What to do
Your task is to find every line of the data that holds the string "pinky" and copy it.
== Records provided
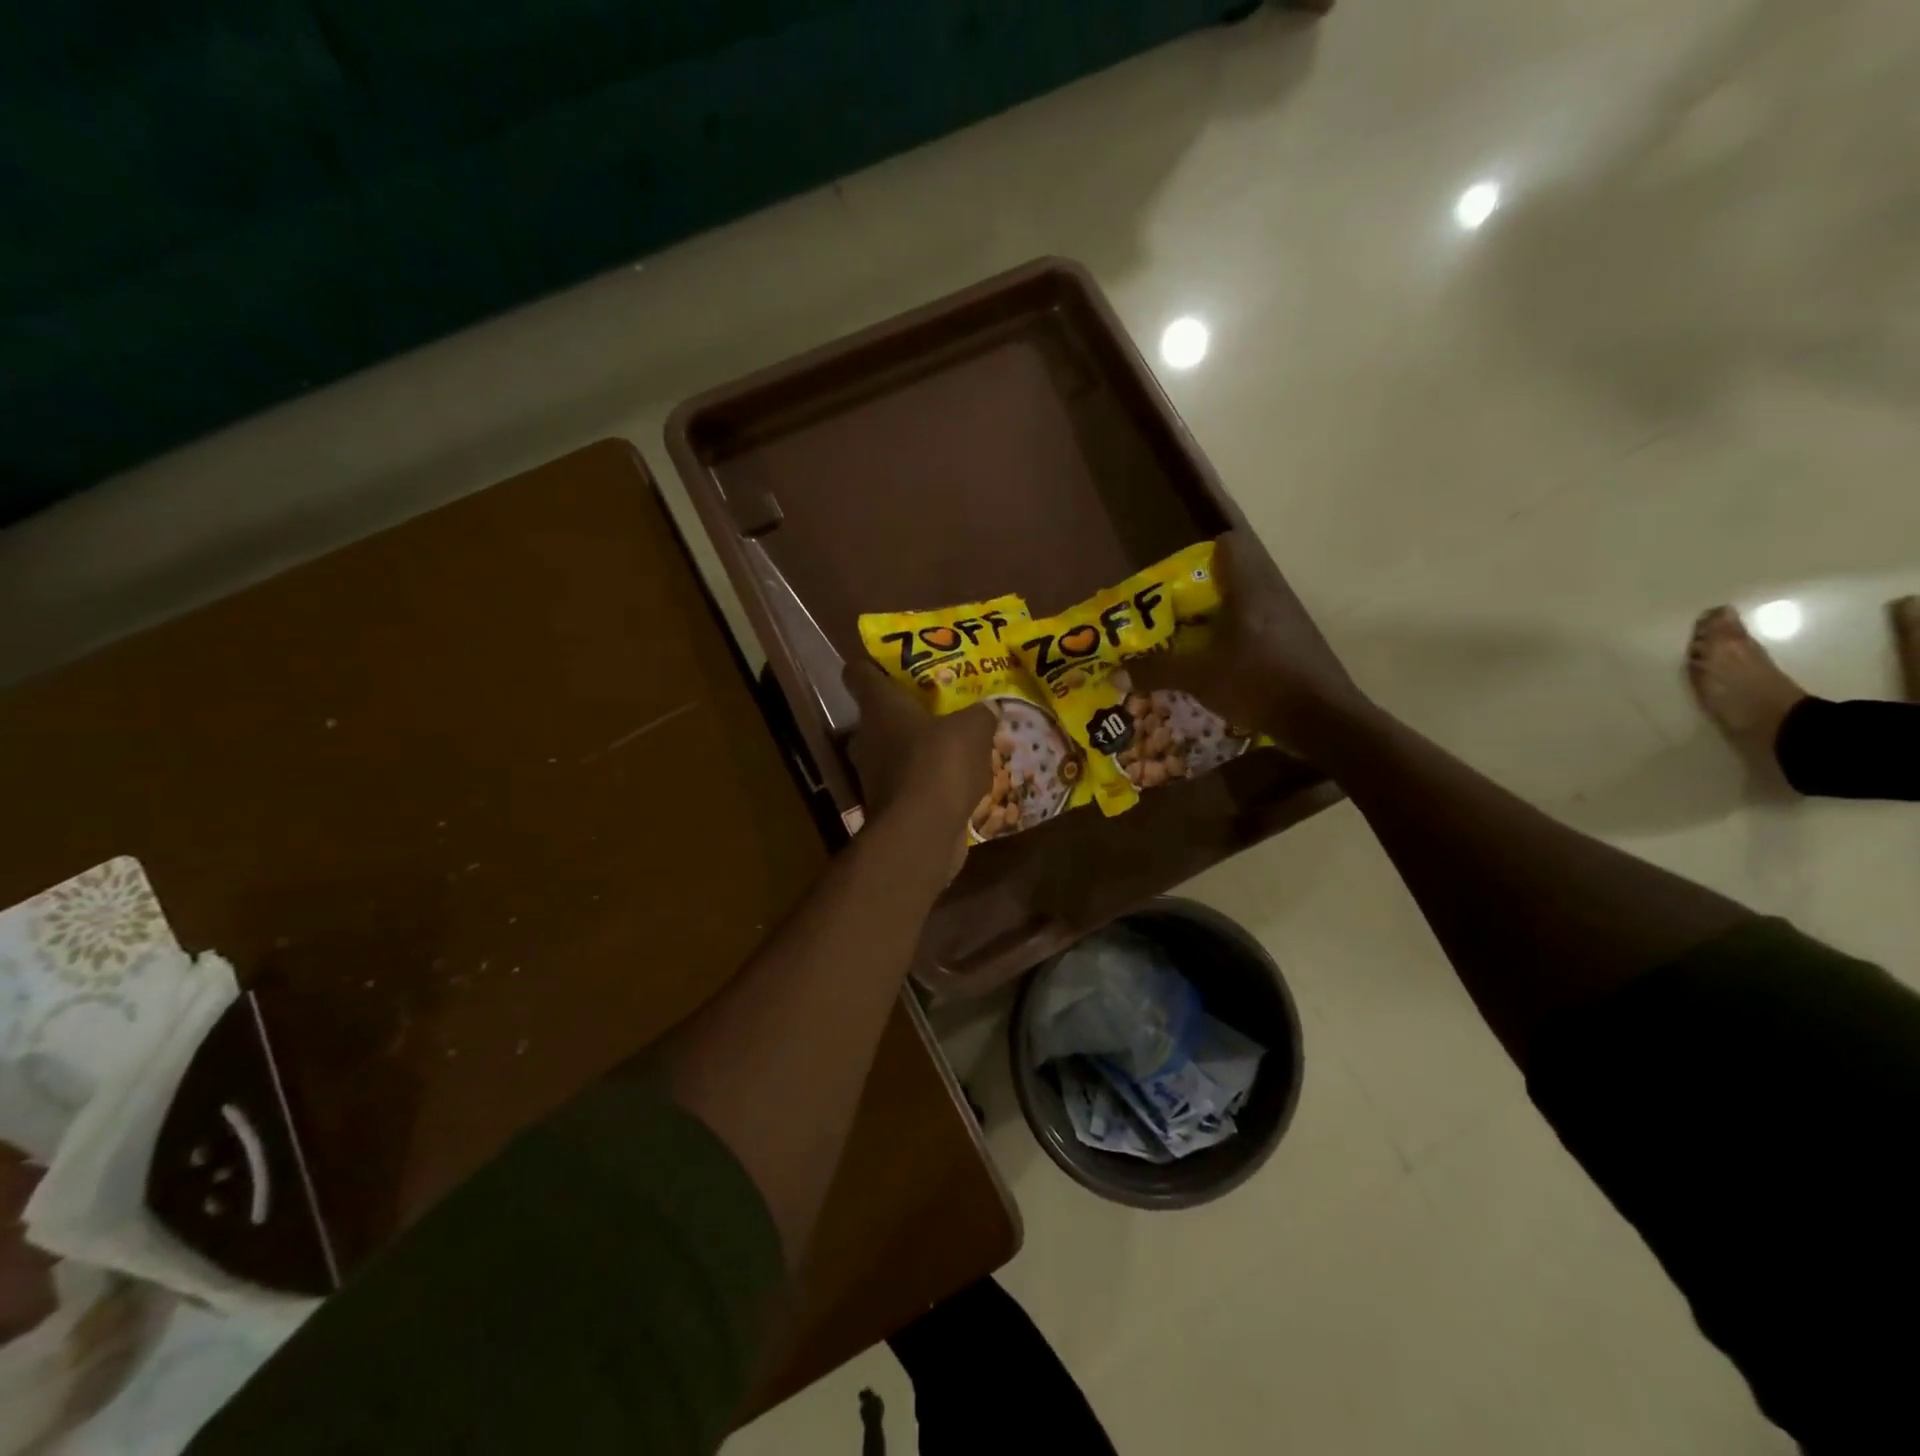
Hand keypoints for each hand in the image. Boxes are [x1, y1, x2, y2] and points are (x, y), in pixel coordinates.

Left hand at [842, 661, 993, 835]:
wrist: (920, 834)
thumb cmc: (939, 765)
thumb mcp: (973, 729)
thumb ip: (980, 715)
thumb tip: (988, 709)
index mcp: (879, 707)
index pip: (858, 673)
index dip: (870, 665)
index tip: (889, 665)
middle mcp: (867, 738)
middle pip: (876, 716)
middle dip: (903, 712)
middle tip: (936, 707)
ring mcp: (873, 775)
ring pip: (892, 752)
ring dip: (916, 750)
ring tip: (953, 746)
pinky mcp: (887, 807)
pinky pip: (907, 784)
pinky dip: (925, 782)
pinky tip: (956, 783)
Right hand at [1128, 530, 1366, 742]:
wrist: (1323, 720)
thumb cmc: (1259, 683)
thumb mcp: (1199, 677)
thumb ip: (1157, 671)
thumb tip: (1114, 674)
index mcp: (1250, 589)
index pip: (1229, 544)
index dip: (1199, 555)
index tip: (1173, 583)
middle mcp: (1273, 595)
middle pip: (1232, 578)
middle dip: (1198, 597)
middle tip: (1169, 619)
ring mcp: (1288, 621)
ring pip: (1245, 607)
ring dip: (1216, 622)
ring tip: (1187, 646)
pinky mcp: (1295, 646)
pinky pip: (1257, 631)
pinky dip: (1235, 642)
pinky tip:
====
Response below
pinky mcp: (887, 807)
pinky pip: (907, 784)
pinky dip: (925, 782)
pinky tip: (956, 783)
pinky mcp: (1295, 646)
pinky pip: (1257, 631)
pinky dip: (1235, 642)
pinky tip:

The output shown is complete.